Yes, Win98 is largely a 16bit OS that can run 32bit applications. True 32 bit OS started with the NT based kernels.
 
Xaotic said:
Since it's a shared memory space. the "crash," even if a hang and termination through CRTL+ALT+DEL, can change values in nearby registers, thus causing other program and system faults

Does it mean that win98 uses one registry context for all progs at 16bit?But it´s not possible... That won´t enable the task switching, since a lot of contexts are running under one virtmachine. For exmpl : i have doom1 and doom2 running under w98 and when d1 crashes windows can still load the registy context of doom2 (ip,...), although dooms have a boot loaders that organize a big mode for ´em(DOS4GW). How does this function at all under one virt 86??? :mad: I think win98 makes two virt 86 for every task .. or?
ANY IDEAS???

Is that shared space one virtual 86? or its a big mode?
 
Since W98 is not true multitasking(it's sequentially threaded), it can actually be considered as one virtual machine.
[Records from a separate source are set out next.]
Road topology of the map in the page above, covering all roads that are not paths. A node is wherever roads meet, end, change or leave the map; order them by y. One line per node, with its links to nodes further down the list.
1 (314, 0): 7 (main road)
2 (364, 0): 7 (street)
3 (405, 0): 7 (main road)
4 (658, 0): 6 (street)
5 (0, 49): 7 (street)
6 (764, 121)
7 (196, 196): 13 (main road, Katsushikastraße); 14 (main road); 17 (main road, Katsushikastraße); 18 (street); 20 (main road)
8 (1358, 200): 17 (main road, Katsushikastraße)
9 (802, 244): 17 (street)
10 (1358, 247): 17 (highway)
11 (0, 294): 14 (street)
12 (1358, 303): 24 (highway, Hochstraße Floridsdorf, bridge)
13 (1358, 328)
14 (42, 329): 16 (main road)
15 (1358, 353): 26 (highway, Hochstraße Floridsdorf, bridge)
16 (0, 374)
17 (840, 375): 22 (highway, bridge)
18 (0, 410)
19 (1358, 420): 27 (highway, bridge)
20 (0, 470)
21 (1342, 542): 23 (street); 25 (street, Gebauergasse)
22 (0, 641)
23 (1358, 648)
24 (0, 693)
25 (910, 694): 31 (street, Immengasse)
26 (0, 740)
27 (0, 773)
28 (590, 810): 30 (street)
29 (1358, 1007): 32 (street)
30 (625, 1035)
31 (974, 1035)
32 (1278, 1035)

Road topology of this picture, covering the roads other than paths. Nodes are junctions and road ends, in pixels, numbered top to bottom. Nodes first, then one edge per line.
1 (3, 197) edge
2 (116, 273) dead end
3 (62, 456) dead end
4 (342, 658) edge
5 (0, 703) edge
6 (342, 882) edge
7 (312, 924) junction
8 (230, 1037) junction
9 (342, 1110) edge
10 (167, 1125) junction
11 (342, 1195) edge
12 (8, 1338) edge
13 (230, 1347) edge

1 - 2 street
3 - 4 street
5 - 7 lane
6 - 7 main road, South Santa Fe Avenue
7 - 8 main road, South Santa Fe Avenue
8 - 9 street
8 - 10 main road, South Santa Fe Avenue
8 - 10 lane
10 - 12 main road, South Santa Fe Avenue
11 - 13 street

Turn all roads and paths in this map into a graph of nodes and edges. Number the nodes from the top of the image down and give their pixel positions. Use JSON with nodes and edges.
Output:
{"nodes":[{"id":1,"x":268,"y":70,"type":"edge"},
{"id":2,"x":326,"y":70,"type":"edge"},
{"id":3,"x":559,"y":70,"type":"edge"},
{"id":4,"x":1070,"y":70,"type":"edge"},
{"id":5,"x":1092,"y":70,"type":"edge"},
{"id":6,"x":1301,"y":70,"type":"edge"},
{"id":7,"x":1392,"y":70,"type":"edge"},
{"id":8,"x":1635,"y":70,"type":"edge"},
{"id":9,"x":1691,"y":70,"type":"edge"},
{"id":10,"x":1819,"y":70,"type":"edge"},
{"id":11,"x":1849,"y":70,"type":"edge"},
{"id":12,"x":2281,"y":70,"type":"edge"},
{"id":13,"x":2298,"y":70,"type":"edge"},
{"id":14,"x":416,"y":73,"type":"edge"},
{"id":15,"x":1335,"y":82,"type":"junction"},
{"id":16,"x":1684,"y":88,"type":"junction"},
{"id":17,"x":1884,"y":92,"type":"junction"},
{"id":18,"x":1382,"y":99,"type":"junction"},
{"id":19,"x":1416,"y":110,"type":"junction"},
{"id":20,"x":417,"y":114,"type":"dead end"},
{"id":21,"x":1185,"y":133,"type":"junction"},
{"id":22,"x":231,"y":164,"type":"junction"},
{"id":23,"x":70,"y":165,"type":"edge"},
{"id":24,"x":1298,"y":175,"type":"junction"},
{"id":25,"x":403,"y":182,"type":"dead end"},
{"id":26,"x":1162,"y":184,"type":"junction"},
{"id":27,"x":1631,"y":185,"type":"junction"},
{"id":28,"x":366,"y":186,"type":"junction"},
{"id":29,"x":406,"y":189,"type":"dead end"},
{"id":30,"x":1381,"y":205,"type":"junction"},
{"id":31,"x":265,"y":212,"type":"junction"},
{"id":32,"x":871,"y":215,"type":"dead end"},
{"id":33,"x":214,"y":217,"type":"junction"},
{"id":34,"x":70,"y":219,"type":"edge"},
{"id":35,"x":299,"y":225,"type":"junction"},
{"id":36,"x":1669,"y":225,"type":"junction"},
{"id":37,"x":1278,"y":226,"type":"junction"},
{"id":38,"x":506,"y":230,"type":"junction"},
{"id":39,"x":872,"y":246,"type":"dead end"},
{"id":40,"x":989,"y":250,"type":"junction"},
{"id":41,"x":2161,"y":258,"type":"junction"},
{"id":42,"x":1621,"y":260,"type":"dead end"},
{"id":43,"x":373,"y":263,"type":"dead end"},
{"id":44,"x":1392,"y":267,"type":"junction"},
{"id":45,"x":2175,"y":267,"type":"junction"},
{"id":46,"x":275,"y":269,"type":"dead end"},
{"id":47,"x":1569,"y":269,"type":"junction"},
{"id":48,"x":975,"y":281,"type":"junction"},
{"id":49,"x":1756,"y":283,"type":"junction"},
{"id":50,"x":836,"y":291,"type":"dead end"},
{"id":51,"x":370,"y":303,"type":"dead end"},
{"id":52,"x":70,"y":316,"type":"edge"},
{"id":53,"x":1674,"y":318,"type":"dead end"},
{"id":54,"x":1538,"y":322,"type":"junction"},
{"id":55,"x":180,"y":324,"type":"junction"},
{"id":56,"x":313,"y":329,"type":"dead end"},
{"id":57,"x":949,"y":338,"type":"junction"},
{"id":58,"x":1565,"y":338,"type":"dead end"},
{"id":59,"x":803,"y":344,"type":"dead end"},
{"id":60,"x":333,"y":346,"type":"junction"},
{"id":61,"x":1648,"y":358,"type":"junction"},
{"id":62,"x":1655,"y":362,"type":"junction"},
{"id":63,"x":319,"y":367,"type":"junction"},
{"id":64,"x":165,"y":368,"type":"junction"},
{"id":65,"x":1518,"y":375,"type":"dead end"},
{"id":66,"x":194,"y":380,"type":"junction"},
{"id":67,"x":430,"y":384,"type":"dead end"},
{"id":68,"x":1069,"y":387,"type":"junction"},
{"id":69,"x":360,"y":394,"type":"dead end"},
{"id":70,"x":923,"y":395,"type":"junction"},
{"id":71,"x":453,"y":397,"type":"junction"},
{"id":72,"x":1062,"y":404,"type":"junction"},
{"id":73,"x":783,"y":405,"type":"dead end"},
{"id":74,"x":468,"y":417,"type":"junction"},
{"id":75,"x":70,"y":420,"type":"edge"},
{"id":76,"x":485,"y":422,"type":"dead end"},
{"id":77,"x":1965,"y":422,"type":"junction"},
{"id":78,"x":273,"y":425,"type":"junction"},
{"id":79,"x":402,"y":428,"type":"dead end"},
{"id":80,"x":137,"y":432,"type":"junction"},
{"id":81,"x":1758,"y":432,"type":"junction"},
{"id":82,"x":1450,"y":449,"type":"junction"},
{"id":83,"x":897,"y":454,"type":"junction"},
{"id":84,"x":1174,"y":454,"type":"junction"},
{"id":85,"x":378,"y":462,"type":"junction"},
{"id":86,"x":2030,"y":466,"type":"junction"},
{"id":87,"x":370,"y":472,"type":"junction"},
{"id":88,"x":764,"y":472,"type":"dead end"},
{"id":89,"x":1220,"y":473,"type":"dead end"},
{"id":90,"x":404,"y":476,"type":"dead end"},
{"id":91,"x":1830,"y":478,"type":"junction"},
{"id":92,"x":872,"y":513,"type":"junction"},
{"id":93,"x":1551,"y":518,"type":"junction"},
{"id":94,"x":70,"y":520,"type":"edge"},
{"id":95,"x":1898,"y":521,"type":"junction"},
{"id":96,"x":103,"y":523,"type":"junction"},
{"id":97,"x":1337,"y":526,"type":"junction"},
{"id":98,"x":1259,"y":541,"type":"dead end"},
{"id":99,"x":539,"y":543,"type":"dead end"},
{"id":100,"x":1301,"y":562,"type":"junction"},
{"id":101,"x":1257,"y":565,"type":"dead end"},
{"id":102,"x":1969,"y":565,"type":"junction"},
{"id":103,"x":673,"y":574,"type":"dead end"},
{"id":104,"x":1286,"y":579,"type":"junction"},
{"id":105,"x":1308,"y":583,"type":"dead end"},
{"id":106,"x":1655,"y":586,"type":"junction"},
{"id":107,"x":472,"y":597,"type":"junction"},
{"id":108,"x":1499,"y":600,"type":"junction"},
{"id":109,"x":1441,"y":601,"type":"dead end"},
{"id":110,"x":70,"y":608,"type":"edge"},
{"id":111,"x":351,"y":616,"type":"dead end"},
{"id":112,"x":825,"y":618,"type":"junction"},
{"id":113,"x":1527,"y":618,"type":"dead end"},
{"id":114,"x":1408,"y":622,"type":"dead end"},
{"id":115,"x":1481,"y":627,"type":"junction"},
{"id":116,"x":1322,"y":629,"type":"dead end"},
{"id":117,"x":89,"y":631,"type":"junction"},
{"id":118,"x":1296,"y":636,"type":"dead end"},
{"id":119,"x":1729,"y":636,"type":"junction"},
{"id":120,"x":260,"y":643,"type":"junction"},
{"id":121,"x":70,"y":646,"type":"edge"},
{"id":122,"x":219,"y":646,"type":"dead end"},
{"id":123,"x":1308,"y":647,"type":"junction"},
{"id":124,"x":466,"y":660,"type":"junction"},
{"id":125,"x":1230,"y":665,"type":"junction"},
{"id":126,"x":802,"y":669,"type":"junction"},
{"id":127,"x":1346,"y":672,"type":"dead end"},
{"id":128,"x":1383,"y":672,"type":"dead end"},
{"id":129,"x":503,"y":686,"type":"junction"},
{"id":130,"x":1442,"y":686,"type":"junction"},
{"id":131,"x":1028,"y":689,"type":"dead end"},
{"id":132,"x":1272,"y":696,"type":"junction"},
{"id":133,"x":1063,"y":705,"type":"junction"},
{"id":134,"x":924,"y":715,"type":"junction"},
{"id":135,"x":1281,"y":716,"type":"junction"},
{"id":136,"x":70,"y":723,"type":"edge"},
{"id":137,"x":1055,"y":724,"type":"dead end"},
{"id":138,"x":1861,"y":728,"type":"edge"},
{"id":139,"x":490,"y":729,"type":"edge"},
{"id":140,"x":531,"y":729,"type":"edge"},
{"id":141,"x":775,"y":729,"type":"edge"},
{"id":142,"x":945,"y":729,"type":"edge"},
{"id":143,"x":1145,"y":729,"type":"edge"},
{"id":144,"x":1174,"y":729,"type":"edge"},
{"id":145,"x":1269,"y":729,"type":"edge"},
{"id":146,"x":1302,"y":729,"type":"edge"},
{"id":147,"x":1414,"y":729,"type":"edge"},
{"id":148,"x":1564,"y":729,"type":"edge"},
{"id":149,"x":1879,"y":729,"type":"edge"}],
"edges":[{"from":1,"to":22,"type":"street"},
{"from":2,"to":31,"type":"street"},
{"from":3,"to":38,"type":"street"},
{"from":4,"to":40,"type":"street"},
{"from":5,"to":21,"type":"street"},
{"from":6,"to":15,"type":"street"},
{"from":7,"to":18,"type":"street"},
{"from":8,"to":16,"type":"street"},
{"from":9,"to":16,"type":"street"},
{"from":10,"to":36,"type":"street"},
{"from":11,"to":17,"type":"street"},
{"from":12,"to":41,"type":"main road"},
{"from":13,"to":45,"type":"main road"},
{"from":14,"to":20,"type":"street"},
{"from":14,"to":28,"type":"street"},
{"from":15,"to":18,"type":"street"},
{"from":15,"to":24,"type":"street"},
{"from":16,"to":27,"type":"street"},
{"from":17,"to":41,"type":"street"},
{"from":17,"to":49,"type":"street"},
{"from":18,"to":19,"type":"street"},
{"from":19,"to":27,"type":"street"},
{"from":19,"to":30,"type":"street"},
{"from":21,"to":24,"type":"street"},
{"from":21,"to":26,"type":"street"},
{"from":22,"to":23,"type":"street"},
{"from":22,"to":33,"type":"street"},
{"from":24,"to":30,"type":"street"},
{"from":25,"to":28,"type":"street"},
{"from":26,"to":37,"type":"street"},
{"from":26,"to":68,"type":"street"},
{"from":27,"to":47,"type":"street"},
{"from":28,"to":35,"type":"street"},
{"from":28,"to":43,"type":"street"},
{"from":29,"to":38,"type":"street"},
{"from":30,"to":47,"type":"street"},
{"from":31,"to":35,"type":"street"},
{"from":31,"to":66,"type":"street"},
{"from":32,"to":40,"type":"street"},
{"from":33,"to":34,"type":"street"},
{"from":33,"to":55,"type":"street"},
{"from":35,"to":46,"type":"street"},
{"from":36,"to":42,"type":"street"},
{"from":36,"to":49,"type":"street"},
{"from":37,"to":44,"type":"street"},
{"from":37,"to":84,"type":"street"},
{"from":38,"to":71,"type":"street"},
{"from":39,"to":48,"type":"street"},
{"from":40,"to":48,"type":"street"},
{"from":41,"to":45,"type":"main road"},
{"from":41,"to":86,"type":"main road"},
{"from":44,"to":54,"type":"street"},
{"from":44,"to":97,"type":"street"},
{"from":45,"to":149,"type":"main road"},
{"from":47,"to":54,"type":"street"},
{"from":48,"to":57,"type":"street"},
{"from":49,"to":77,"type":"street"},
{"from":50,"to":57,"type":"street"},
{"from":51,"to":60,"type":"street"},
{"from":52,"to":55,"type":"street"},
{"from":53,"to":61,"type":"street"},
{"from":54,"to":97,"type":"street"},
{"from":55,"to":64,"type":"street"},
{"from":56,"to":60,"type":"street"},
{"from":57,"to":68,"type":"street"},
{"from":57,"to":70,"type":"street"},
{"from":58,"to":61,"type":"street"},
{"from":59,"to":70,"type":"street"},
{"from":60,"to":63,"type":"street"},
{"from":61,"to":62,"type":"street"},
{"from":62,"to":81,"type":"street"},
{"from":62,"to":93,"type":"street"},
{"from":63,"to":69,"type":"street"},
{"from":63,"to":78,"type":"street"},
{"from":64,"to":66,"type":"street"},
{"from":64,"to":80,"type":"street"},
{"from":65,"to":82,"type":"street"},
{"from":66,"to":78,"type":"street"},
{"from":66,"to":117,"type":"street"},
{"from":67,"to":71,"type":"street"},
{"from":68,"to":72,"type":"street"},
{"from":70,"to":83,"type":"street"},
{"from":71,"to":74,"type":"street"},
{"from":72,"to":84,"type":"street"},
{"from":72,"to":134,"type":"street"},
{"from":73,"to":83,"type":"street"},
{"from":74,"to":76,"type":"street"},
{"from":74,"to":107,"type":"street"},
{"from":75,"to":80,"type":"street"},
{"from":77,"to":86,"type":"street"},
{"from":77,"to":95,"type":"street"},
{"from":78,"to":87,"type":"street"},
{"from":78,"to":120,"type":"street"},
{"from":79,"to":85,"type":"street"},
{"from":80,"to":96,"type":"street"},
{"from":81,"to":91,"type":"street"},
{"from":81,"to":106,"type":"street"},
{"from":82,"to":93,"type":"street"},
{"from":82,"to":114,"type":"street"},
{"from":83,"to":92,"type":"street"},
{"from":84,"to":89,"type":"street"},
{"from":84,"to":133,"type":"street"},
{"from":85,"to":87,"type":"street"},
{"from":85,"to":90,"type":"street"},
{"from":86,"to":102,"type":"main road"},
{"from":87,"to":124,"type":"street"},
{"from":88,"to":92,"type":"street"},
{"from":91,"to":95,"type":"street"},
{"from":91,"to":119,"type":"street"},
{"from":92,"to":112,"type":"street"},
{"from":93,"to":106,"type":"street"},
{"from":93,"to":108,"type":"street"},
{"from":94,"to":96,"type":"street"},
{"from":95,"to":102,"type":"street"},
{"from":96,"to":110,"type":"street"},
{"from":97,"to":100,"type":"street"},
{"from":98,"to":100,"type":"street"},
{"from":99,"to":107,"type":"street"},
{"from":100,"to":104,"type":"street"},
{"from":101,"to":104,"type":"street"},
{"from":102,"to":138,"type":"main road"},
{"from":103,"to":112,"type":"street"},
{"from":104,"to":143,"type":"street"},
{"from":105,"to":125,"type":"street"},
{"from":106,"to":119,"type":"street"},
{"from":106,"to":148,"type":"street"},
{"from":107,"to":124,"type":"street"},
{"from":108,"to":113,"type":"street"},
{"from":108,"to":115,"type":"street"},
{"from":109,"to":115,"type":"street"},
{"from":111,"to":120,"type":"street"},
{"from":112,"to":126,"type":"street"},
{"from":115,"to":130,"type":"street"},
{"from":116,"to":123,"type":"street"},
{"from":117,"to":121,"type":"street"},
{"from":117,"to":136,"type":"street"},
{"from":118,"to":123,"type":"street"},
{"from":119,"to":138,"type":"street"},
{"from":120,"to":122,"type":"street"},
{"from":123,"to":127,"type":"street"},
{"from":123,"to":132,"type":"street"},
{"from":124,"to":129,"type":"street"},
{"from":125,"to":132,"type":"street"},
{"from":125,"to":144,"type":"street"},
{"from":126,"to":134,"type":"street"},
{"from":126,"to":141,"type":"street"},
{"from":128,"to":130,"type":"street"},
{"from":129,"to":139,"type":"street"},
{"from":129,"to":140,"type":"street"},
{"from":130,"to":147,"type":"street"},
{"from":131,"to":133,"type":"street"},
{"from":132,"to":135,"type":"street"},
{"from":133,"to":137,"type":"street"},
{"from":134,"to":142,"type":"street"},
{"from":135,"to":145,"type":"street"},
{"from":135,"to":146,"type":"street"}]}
There are a variety of threads running at any given time for the different processes and applications. These alternate for priority with the processor. In the case of DOS4GW, and many others, these will be separate multithreaded instances of the same application, but still running as sequential threads in a shared memory space. By considering each task as a process with associated threads, it may be a bit clearer. The threads are associated with specific tasks and once processed the data is returned to the specific memory addresses associated with that task. Instability can result when bad commands or data cause the returned data to either be misassociated or written wrong registers. Another root of some of the instability with 98, is that the OS is actually running in the shared memory space as well.
 
everyone everyone, just think for a moment. Windows 98 is crap = crashing = very unstable = upgrade to a better OS :p
 
Xaotic said:
Since W98 is not true multitasking(it's sequentially threaded), it can actually be considered as one virtual machine. There are a variety of threads running at any given time for the different processes and applications. These alternate for priority with the processor. In the case of DOS4GW, and many others, these will be separate multithreaded instances of the same application, but still running as sequential threads in a shared memory space

But does this say that w98 is a MULTITHREADING OS? How it is possible? Do you think - software organisation?

UnderTaker-CS said:
everyone everyone, just think for a moment. Windows 98 is crap = crashing = very unstable = upgrade to a better OS :p
What we are talkin´ ´bout is not the upgrade. I wanna only know the structure of w98 without microsoft´s silly doctrine. NTs are brightly covered im many non-microsoft books.
 
Yes, multithreading is probably the best description of its function. In terms of architecture, it's a step between W3.x, where the processing was an extension of single tasking DOS mode, and NT, which with support for multiple processors, is a true multitasking environment. The threads are queued by priority for processor time, though without the granular control in NT OS. Software is definitely the controlling value, in this case the kernel itself sets the priorities. Another way to think of it might be the WOW controlling a single NTVDM, with all applications running within it's context.
 
Xaotic said:
Yes, multithreading is probably the best description of its function. In terms of architecture, it's a step between W3.x, where the processing was an extension of single tasking DOS mode, and NT, which with support for multiple processors, is a true multitasking environment. The threads are queued by priority for processor time, though without the granular control in NT OS. Software is definitely the controlling value, in this case the kernel itself sets the priorities. Another way to think of it might be the WOW controlling a single NTVDM, with all applications running within it's context.
..WOW..?? what does it mean?

What I know for sure is : NTs priority and processor time quants for every task are defined seperately . Because any prog can initiate a I/O during operation.